Velocity Reviews - Computer Hardware Reviews

Velocity Reviews > Newsgroups > Programming > C++ > dealing with large csv files

Reply
Thread Tools

dealing with large csv files

 
 
brzak
Guest
Posts: n/a
 
      11-30-2008
hi

I was hoping for a few pointers on how to best go about
processing large csv files.

The files:
a typical file has 100K-500K records
approx 150 chars per line (10 'fields')
so file sizes of 15MB-75MB.

The processing:
summarise numerical fields based on conditions applied to other
fields

the resulting summary is a table;
the column headers of which are the list of unique values of one
field
the row headers are decided upon by conditions on other fields
(this may include lookups, exclusions, reclassifications)
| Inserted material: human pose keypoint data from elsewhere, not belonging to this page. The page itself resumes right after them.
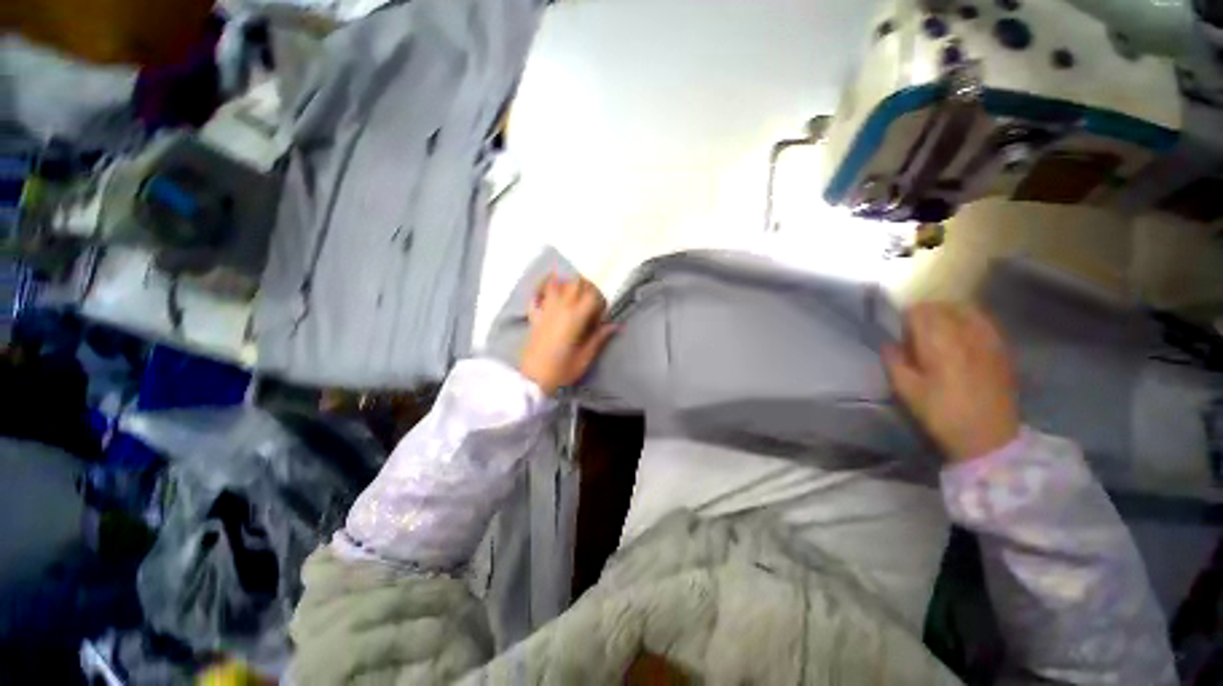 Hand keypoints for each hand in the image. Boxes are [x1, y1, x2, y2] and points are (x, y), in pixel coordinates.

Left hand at [519, 274, 615, 395]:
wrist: (533, 380)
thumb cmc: (562, 370)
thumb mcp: (586, 357)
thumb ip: (599, 337)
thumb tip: (616, 325)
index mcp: (575, 318)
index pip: (593, 296)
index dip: (601, 301)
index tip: (602, 313)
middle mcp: (560, 308)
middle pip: (575, 283)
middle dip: (587, 287)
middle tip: (592, 300)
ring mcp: (545, 310)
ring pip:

Taking into account the size of the files, and number of operations
requierd on each record...

What if any of thse considerations do I need to take into account:

-is the file read in line by line / or in one go?
+if in one go, there would be issues with available memory?
+if it's line by line, is tehre a significant difference in time
taken to process? (i.e from my limited personal experience with
VBA, reading/writing a cell at a time in a spreasheet is far
slower than reading/writing in 'batches')
+or would it be an idea to read a limited number in one go?
e.g. deal with 20,000 at a time in memory
i suppose this question demonstrates a lack of experience with C++
but hey, that's why i'm posting in the learner's forum

-however much of the file is read, is it worth writing a bespoke
solution
or look for a parser/class that's been written for csv files?
+perhaps there is a module that i can import?
+since the csv files are *supposed* to be of a standard format,
would
there be much to gain iin writing something specific to this - this
would be done with the aim of reducing processing time

-data types... should i read the value fields as floating point
numbers (range approx. +/- 500000.00)
+will using floating point data types save memory?


As anyone reading would be able to tell, I'm still quite new to this
language, and am missing some of the basics which I've had a bit of
trouble locating solutions to.

Any advice would be much appreciated!

Brz
 
Reply With Quote
 
 
 
 
LR
Guest
Posts: n/a
 
      11-30-2008
brzak wrote:
> hi
>
> I was hoping for a few pointers on how to best go about
> processing large csv files.


I don't think that you've given enough information about your particular
problem, but I'll give it a try.

>
> The files:
> a typical file has 100K-500K records
> approx 150 chars per line (10 'fields')
> so file sizes of 15MB-75MB.
>
> The processing:
> summarise numerical fields based on conditions applied to other
> fields
>
> the resulting summary is a table;
> the column headers of which are the list of unique values of one
> field
> the row headers are decided upon by conditions on other fields
> (this may include lookups, exclusions, reclassifications)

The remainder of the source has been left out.